‘Jamaican history’, wrote Karl Marx, ‘is characteristic of the beastliness of a true Englishman’. In The Dead Yard, Ian Thomson laments the consequences, with the grim conclusion that the British planters cast Jamaica aside like a sucked orange once they had exploited their estates. Having shaped Jamaica’s past for good or ill, Britain has not helped to shape its future for the good. Today, blessed by nature with startling beauty and cursed by history with such startling evil, the country does not know whether to laugh or cry; and Thomson addresses this dilemma with depth and brio as well as despair. Often too with delight, as his ever observant eyes and ears pick up — with joyful-for-us results — the culture, colour and customs of the country. ‘You a Preacher Man?’, asks a market ‘higgler’ (trader), mistaking Thomson’s notebook for a bible.
When I say no, she tried to sell me a ‘roots’ drink, said to aid sexual potency. ‘It big you up nice, my dear, and make you evva ready for love’. Jamaicans call these concoctions ‘front end lifters’. I do not think they work.

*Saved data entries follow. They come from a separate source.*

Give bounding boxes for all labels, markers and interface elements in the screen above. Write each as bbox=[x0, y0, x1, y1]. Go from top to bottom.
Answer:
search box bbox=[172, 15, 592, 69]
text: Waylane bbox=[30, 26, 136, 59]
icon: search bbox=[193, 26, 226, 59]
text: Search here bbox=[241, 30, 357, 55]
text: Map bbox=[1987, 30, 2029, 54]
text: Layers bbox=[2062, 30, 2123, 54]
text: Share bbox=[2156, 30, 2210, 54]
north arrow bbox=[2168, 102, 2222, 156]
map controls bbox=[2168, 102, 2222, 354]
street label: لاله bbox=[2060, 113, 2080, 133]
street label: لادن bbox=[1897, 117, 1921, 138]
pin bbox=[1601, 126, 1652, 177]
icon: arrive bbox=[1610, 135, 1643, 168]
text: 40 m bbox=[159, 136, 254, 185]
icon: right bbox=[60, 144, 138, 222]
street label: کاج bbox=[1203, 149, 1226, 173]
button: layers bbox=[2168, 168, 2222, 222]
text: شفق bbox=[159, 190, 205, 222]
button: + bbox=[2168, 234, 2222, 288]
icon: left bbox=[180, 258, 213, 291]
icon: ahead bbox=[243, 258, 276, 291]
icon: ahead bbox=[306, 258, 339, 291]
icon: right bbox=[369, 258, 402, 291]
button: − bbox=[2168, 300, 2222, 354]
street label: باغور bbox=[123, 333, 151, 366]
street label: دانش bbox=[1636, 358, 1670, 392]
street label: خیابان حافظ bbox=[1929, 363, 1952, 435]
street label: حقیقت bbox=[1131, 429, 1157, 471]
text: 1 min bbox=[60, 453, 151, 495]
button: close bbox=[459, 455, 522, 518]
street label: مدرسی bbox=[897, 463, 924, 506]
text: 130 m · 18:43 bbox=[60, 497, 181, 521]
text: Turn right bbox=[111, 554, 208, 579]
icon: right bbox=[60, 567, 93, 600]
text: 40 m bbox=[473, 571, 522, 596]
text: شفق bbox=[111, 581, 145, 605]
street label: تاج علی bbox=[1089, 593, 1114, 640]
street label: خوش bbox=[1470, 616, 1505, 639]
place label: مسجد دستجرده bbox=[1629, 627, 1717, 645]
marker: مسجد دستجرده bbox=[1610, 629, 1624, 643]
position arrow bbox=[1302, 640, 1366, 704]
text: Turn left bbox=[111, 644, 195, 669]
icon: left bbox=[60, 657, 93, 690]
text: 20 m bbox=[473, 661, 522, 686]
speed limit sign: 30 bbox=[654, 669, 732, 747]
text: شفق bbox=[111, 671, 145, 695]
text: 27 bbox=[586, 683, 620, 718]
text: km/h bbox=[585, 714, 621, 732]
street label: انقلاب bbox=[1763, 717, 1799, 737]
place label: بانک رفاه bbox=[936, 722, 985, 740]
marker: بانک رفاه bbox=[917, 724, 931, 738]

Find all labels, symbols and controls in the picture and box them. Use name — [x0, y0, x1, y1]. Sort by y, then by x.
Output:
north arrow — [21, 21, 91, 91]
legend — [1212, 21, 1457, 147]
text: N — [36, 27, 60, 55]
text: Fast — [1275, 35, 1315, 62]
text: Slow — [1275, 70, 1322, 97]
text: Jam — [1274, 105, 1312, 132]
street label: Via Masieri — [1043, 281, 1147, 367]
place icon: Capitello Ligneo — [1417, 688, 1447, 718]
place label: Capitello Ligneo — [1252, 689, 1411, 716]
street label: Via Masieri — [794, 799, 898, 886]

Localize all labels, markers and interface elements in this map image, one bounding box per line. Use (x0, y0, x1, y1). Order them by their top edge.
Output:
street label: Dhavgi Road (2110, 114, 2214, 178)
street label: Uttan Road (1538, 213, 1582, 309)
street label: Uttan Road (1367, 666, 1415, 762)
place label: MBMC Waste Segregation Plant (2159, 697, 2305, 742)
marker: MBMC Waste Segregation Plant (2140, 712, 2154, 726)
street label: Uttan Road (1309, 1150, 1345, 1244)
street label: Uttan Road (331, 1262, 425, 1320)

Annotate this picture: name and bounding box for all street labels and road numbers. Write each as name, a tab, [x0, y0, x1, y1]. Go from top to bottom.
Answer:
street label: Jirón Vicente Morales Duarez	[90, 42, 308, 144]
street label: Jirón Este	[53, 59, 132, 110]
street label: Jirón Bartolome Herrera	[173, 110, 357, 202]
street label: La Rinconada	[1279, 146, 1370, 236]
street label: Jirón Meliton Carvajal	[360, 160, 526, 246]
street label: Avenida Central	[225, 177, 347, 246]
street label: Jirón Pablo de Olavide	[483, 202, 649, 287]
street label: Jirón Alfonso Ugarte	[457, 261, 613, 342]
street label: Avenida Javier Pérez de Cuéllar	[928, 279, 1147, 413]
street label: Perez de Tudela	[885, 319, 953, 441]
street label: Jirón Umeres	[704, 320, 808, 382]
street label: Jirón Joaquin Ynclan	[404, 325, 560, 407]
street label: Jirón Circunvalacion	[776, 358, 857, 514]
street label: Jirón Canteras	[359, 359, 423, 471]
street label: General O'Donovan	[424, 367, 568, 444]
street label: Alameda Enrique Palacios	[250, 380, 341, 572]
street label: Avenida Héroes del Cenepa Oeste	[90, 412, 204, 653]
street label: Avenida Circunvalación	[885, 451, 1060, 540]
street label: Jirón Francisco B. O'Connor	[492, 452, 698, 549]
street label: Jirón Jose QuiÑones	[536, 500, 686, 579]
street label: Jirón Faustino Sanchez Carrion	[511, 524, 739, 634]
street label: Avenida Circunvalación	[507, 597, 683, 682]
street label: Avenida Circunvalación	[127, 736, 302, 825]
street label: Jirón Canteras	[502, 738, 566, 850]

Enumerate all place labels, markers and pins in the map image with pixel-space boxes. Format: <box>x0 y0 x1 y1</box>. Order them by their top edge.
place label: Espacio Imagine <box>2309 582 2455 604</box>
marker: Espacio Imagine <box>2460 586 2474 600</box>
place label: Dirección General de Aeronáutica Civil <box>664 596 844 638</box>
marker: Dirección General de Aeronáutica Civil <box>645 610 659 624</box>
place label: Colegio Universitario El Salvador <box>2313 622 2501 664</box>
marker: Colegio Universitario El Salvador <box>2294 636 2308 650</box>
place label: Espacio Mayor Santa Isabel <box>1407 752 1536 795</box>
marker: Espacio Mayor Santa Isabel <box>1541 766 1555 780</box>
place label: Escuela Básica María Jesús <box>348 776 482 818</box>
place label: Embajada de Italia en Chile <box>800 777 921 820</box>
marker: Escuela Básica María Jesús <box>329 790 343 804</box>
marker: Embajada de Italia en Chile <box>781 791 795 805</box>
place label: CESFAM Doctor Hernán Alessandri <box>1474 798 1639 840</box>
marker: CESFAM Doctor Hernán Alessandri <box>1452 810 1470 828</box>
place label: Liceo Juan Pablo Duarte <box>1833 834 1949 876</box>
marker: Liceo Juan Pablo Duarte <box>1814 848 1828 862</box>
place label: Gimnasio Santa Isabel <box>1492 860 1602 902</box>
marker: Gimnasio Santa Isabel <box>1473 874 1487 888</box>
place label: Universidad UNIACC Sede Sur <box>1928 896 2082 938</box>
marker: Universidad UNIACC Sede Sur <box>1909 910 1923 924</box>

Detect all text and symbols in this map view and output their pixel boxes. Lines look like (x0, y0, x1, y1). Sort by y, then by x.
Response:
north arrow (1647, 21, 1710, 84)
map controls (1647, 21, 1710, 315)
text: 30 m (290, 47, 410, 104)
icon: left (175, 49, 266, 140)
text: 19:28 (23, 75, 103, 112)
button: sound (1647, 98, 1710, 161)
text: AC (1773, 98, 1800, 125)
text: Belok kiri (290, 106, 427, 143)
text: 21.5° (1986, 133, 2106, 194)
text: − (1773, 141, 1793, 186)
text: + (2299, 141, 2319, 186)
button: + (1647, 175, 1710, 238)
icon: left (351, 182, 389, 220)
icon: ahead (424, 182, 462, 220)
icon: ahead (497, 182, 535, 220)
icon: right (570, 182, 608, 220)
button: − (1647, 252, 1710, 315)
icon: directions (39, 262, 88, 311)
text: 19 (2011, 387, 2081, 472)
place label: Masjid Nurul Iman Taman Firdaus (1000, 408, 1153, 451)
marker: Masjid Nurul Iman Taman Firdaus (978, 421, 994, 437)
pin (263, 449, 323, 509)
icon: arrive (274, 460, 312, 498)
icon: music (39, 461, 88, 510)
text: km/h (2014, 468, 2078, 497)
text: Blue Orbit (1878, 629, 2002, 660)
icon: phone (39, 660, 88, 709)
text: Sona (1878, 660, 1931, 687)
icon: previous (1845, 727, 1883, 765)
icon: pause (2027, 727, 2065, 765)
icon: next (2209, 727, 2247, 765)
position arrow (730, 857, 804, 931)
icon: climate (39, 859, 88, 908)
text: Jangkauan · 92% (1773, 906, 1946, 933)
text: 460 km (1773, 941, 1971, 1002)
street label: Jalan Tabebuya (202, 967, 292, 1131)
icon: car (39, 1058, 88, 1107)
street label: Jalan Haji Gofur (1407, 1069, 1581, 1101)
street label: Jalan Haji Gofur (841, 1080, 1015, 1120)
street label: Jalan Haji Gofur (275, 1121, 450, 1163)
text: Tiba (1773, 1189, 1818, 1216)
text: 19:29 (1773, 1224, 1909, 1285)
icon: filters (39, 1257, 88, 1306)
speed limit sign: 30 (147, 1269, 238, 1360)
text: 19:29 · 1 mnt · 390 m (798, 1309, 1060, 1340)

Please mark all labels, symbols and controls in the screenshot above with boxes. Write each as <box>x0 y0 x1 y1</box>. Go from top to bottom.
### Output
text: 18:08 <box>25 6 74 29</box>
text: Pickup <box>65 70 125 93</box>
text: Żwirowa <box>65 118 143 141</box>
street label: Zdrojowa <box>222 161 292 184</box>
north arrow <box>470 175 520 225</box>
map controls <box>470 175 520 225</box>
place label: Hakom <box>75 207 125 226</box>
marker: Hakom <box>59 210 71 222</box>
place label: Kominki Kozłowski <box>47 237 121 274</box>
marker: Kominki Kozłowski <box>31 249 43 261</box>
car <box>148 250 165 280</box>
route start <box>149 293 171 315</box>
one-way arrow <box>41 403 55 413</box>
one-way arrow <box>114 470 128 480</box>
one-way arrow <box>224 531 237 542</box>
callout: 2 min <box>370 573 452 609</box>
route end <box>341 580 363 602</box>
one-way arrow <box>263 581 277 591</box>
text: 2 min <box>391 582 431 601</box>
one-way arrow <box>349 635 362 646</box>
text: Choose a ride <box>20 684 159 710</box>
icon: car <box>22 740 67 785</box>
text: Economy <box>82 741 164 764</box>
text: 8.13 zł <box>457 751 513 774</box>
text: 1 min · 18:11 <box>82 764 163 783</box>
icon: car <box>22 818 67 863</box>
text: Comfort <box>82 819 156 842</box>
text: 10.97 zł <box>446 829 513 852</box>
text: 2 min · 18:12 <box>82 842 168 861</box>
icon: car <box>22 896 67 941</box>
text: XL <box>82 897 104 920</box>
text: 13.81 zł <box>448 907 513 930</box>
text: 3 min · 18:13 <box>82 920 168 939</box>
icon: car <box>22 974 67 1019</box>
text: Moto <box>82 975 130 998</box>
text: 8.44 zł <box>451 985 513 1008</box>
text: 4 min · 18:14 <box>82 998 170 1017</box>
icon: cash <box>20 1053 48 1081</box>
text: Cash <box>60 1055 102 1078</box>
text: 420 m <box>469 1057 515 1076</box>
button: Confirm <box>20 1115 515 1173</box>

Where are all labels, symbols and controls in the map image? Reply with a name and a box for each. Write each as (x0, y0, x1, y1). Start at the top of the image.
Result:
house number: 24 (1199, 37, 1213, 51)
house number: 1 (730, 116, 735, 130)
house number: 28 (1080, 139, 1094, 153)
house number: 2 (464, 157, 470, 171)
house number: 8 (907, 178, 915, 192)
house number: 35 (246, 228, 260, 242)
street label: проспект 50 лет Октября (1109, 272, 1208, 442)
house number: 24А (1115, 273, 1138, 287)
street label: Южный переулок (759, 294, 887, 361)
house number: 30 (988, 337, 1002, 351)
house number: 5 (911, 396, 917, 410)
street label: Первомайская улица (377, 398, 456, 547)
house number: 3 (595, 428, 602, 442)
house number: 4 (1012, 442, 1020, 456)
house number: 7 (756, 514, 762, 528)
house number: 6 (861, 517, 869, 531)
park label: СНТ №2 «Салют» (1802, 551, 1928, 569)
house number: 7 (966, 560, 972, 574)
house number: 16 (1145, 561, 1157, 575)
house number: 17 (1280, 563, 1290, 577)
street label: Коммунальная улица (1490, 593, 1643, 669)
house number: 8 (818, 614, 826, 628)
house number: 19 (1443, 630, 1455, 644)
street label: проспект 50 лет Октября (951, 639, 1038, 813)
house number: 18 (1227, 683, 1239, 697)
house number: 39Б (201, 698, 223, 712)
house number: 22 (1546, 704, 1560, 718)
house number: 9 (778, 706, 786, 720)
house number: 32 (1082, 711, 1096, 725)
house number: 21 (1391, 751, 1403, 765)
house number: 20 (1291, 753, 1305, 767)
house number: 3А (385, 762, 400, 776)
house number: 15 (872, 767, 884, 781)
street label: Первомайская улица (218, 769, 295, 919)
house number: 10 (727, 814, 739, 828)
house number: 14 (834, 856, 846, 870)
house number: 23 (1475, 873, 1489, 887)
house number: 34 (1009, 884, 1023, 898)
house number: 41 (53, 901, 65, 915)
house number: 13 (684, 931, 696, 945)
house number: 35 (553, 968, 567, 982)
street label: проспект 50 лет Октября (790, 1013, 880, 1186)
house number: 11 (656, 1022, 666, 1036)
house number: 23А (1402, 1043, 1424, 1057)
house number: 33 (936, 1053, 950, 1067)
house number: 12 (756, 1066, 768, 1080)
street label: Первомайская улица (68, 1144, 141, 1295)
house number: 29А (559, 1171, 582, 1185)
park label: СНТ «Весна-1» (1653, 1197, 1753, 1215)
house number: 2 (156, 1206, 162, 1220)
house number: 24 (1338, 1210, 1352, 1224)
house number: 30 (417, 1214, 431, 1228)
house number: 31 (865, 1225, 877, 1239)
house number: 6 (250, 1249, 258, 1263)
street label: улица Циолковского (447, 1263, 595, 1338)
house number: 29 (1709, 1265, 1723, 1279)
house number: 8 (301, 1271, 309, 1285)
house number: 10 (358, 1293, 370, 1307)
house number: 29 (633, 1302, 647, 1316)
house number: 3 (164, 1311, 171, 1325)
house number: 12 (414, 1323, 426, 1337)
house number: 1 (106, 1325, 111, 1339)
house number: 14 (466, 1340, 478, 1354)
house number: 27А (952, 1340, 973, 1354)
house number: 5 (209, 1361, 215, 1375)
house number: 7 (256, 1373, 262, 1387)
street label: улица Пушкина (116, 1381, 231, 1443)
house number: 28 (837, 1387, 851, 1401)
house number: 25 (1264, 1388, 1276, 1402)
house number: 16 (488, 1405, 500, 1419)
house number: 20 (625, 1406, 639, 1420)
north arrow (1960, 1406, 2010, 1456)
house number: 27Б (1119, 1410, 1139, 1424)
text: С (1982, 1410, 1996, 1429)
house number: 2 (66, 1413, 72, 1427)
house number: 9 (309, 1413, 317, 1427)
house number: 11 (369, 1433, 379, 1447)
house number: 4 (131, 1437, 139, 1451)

Here though, laments Thomson, is a country that has failed; that since the first flowering of independence in 1962, has been unable to cast aside the restricting mantle of ‘Missus Queen’ and her attendant associations (although, by way of cocking a sniping snook at this allegiance, as Thomson points out, the Queen’s likeness, tiara and all, painted on a wall in Trenchtown, has for years been plugged through with bullet holes). Slavery, he writes, runs through island life like the black line in a lobster, forever infecting Jamaica with the post-colonial malaise of a deadly trinity of drugs, violence and crime.